Last update on: Nov 22 2016

A series of recent IRS rulings shows how important it is to review carefully your IRA beneficiary designations. The rulings show that your will and other documents don’t matter. Only the beneficiary designation form on file with the IRS custodian or trustee matters to the IRS.

In the rulings, an IRA owner had IRAs at the firm that employed his financial advisor. The advisor changed firms. The IRA owner and his accounts went with him. The original IRAs designated trusts as the beneficiaries, and the trusts qualified as “look-through” trusts that allow the trusts to maximize tax deferral after inheriting the IRAs.

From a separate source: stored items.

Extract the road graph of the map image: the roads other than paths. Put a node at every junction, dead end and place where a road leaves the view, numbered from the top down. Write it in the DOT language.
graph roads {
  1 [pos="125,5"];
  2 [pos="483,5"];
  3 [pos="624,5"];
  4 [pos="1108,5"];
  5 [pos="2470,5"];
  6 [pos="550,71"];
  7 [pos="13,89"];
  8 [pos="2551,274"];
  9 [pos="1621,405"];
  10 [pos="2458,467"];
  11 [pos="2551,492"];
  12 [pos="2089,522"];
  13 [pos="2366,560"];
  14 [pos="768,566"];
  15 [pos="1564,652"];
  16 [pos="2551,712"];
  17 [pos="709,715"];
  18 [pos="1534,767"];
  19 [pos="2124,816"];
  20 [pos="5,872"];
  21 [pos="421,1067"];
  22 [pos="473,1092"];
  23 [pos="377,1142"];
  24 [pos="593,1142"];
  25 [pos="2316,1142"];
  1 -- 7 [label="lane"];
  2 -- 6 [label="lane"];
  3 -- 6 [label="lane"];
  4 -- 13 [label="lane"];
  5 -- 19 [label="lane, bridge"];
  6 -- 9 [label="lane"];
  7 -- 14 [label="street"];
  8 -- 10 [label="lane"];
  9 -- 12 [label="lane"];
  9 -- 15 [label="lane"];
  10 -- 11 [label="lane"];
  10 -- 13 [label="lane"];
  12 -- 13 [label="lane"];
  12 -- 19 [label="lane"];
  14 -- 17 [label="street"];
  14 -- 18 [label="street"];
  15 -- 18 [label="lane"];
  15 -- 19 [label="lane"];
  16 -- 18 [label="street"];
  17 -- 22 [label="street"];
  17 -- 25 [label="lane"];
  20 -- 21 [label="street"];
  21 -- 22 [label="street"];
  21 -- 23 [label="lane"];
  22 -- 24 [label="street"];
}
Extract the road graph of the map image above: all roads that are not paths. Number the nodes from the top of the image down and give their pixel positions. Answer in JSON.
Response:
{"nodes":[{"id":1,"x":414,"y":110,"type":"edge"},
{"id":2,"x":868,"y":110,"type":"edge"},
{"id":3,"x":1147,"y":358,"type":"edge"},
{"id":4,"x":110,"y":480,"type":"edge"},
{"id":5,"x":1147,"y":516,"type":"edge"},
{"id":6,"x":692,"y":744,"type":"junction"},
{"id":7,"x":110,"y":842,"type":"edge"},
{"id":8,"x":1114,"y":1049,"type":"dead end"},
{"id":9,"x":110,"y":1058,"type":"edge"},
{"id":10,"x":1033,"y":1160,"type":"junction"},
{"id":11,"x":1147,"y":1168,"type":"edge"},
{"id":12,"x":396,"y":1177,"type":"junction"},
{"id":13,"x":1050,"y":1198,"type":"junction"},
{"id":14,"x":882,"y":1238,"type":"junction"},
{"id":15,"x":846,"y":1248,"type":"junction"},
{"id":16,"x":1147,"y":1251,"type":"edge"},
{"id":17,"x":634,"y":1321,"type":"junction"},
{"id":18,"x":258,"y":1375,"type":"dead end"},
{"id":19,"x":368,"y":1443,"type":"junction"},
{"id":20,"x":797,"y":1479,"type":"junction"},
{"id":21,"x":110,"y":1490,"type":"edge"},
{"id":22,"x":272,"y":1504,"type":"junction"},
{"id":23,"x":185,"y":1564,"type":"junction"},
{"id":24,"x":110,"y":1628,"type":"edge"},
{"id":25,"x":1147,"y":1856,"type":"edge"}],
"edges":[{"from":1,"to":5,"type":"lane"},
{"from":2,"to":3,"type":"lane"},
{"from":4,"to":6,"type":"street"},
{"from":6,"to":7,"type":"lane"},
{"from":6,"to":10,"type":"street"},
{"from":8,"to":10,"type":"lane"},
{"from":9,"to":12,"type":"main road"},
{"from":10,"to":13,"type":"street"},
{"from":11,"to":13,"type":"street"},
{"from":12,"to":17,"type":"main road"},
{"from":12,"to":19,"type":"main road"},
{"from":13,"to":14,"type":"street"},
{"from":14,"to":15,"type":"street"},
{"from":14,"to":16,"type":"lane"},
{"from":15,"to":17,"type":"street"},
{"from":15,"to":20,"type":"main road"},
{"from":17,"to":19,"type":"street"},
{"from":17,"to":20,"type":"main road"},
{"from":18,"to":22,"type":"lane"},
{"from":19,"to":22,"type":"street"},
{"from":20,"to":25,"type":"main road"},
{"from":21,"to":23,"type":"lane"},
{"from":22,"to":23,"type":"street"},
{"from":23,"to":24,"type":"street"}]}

But when the forms were prepared to open IRAs at the new firm, the owner’s estate was listed as the beneficiary. He didn’t notice and signed the forms. After he passed away, the trustee asked a court to correct the mistake and designate the trusts as beneficiaries of the IRAs. The court agreed that the IRA owner clearly intended the trusts to be the beneficiaries and issued the order. The trustee then asked the IRS to rule that the trusts also would be the beneficiaries for tax purposes and the ages of the trust beneficiaries would be used to determine the required minimum distributions.

The IRS declined. The regulations make clear that the beneficiaries named in the IRA documents determine who is the beneficiary for tax purposes. Other evidence, including court orders, won’t change that. (Private Letter Rulings 201628004, 201628005, 201628006)

The rulings re-emphasize the importance of regularly reviewing your beneficiary designations for IRAs, 401(k)s, and other qualified retirement plans. Your will, stated intentions and other evidence won’t be able to change the beneficiary as far as the IRS is concerned.